I have ordered some of the new Kodak Portra 400 film and can’t wait to give it a spin. I have seen some posts on a few other blogs that have shown how wide the exposure latitude of the new film is. You can see some good examples over at Twin Lens Life. They are some great film shooters in the Riverside area. I have also seen a test of Fuji X-tra 400 consumer film that showed how much exposure latitude it has over at Figital Revolution. All films are different and behave differently, that’s the beauty of film. Knowing what you want to get right out of the camera and knowing what film will get you there instead of working for hours in photoshop to get there is a great way to work.

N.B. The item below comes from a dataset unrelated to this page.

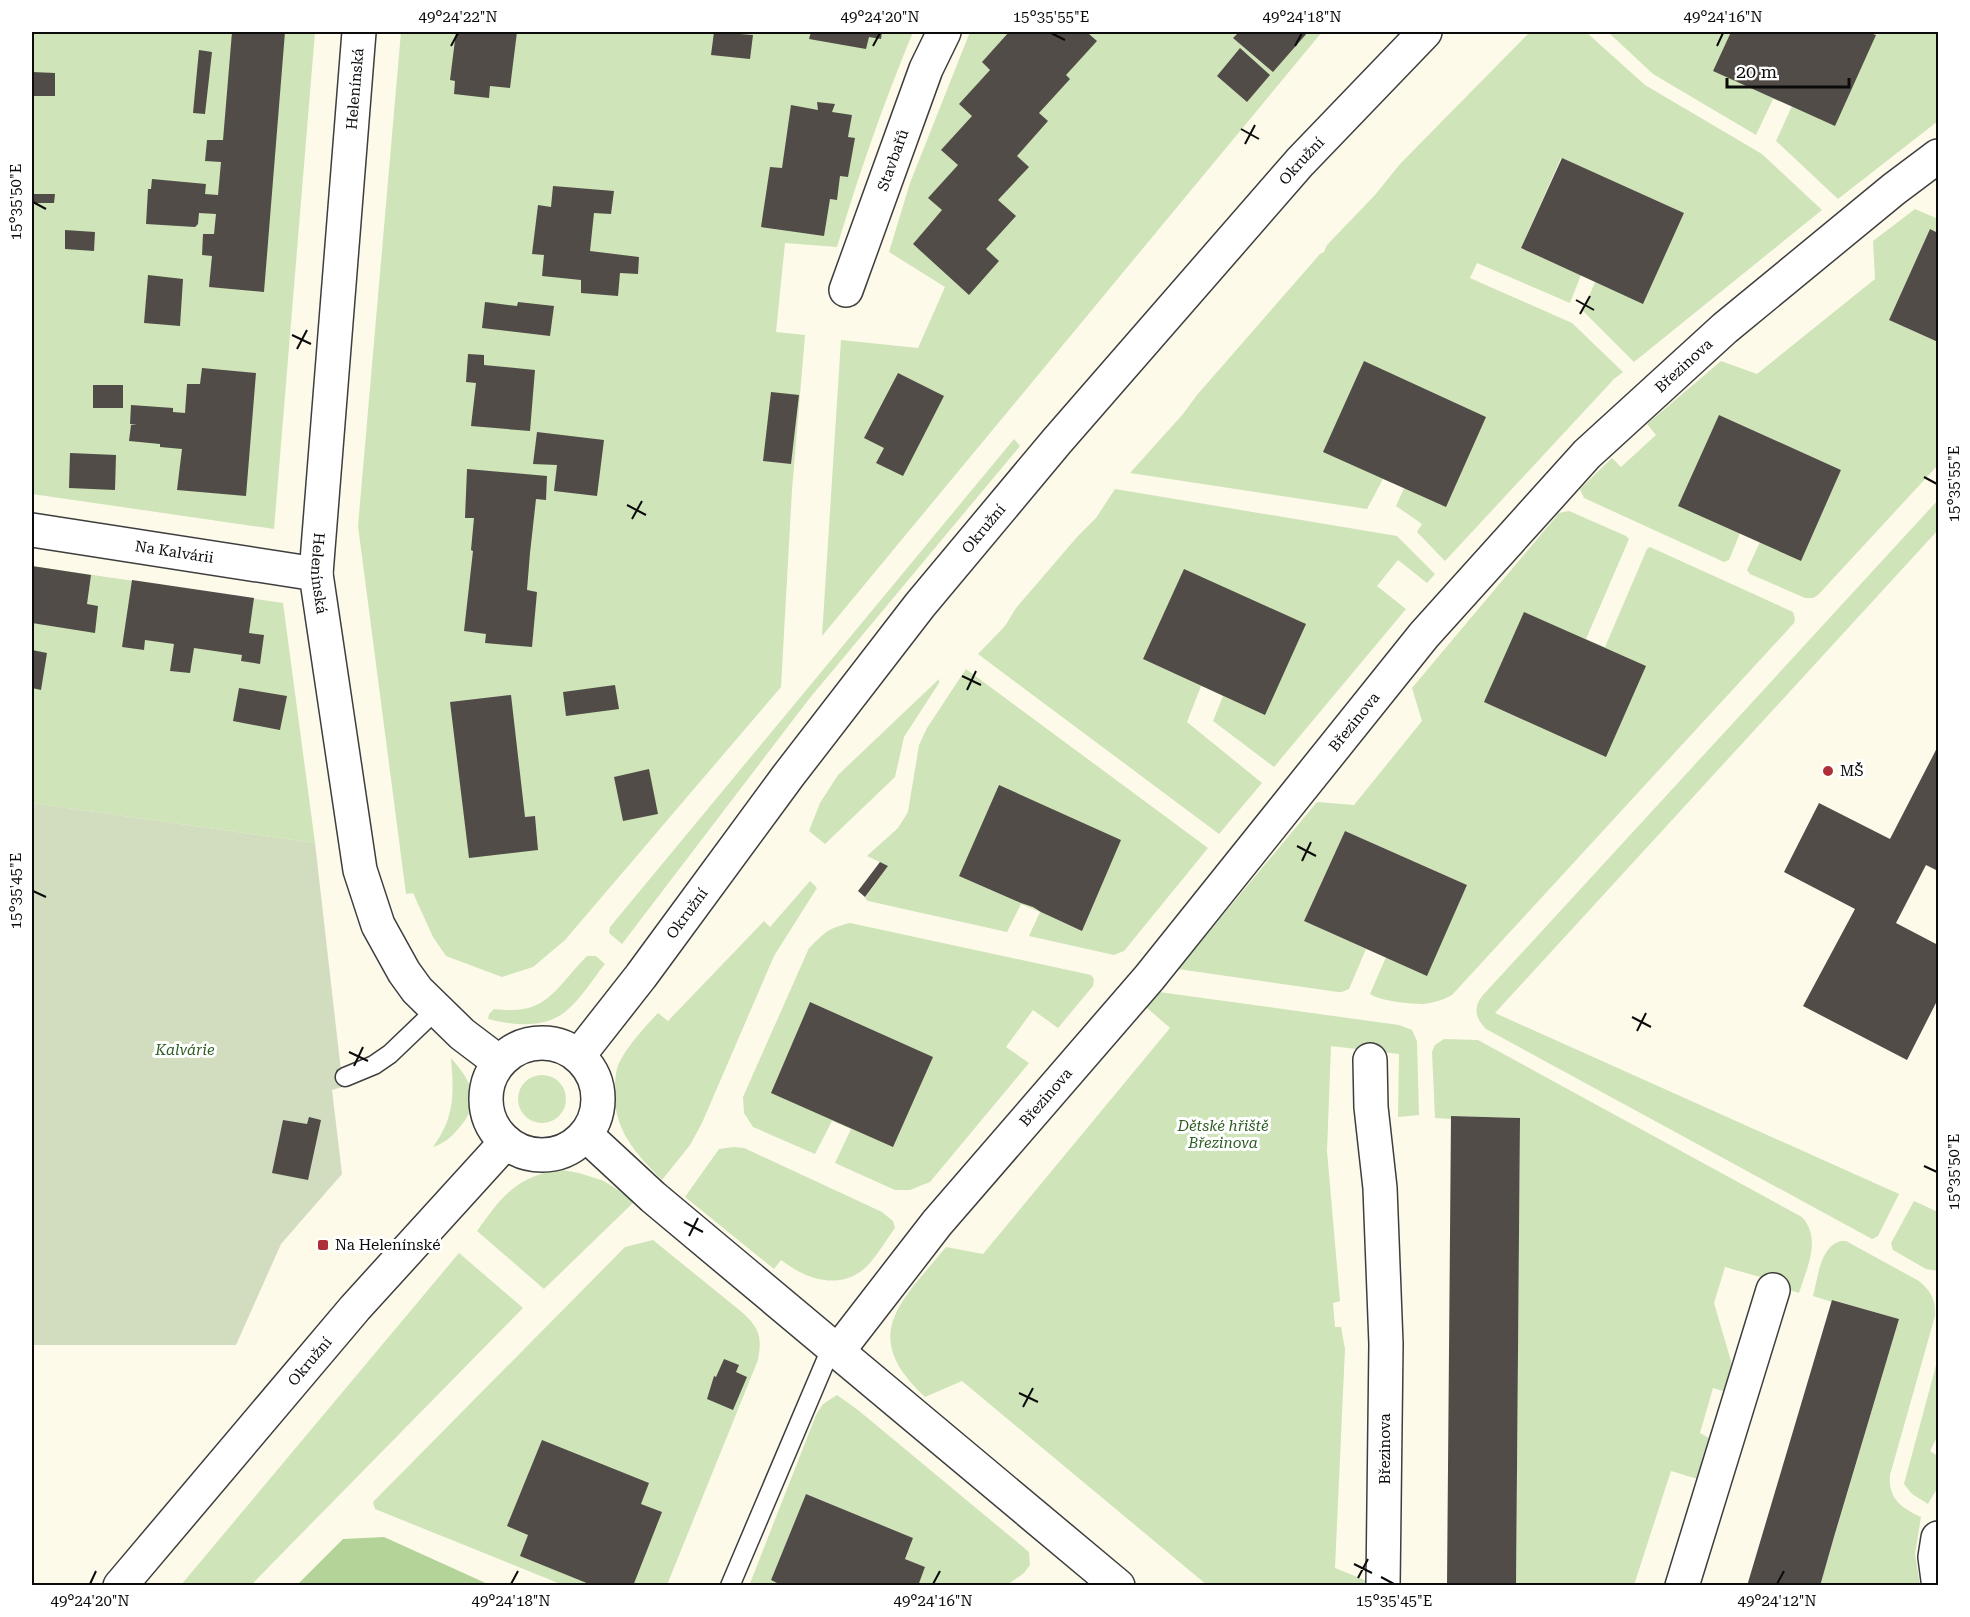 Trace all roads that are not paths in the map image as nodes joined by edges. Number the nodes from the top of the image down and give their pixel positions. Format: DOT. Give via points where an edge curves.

For my example I chose to shoot with some Kodak Ultramax 400. It’s easy to get your hands on and I figure that if someone wanted to start shooting film for the first time, or go back to it for kicks, they would be likely to pick some of this up and start shooting. It breaks down to about $2.50 a roll, not expensive and easy on the wallet.

 

Inexpensive color negative film
Kodak UltraMax 400 4 pack @ 24 Exposures for each roll. Single rolls retail for $2.99 each online today.

What I did on my first roll is to expose the first frame at 50 iso and then move each frame after that up one stop, all the way to 6400 iso. I did this so I could find the “sweet spot” to set my iso on my camera. You might be saying “But the box says 400 iso, don’t you set it at 400?”. The short answer is maybe. Just because the box speed says 400 doesn’t mean that you get the best results at 400. In the other examples from Twin Lens Life and Figital Revolution you can see that the films performed really well at just about all speeds. That’s right, you can shoot those films like you can with digital and move the iso around! The Kodak Ultramax however, doesn’t perform so great at 400 or higher (again these are my results, yours may be different). You can see my examples below.

Test exposers of Kodak UltraMax 400 35mm film
Examples of Kodak UltraMax shot at different exposures to determine the best ISO and settings to use with the film.

As you might be able to see, 400 iso is about the max this film can shoot at. It seems that the film starts to flatten out in contrast and the grain starts to get bigger at 400 iso. If a person didn’t know this and was excited to “try film” and shot this at box speed they might be a bit disappointed and think that all film looks like this. Now that I know how this film behaves with my shooting style and camera system I will be shooting this film at 100 iso not 400. The grain structure, color saturation and the blacks seem to be real nice at 100 iso and it still gives me about 2 stops + or – for error and I will still get a nice exposure. If you want to get into shooting film and you chose this film just for “testing it out” you would probably be better off setting your iso at 100 or 200 to start out. I think you will like your photographs more and it wouldn’t discourage you from shooting some more.